Figure 1 is a graph showing the relationship between carbon concentration and top equiaxed crystallinity in continuous casting, Figure 2 is a schematic diagram showing the effects of the present invention, and Figures 3 to 7 are conceptual diagrams showing the implementation status of the present invention. 8 is a graph showing the success or failure of the effect of the present invention in the relationship between unsolidified molten steel volume and stirring force, and FIG. 9 is a graph showing the effect of the present invention on C segregation score.

Claims (1)

[Claims] 1. In manufacturing slabs by continuous casting method,
This is an electromagnetic stirring method that applies an electromagnetic stirring force to the unsolidified molten steel in a drawn slab.

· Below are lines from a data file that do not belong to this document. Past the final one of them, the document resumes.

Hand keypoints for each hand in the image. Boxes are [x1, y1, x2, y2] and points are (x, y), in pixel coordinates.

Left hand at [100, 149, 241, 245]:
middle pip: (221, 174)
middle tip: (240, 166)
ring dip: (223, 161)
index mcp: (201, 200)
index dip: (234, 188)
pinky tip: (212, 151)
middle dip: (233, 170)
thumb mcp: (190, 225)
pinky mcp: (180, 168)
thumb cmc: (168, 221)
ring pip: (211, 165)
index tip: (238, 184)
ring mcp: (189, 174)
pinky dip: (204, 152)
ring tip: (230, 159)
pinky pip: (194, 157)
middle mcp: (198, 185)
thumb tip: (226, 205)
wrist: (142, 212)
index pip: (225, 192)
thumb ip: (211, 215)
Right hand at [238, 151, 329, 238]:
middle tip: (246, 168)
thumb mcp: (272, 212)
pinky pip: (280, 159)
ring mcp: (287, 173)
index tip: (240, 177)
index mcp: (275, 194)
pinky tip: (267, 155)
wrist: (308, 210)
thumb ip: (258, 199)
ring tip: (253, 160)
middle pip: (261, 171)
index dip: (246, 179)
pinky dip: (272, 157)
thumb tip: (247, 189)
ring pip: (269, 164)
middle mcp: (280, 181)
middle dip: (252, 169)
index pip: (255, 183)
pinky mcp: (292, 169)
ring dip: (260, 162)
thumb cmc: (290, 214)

An electromagnetic stirring device is installed at the
The magnetic flux density (unit: Gauss) at the interface between the unsolidified part and the solidified part and the stirring time [however, the stirring time is determined by the effective stirring length of the electromagnetic stirring device (mm)/casting withdrawal speed (m/
min) given as a ratio. Unit: min] is the product of
The electromagnetic stirring device is characterized in that it applies stirring in the casting direction to the total unsolidified molten steel volume (unit: m ³ ) existing in the drawing direction from the set position so that the stirring rate is 1600 Gauss min/m ³ or more. Electromagnetic stirring method for molten steel in continuous casting.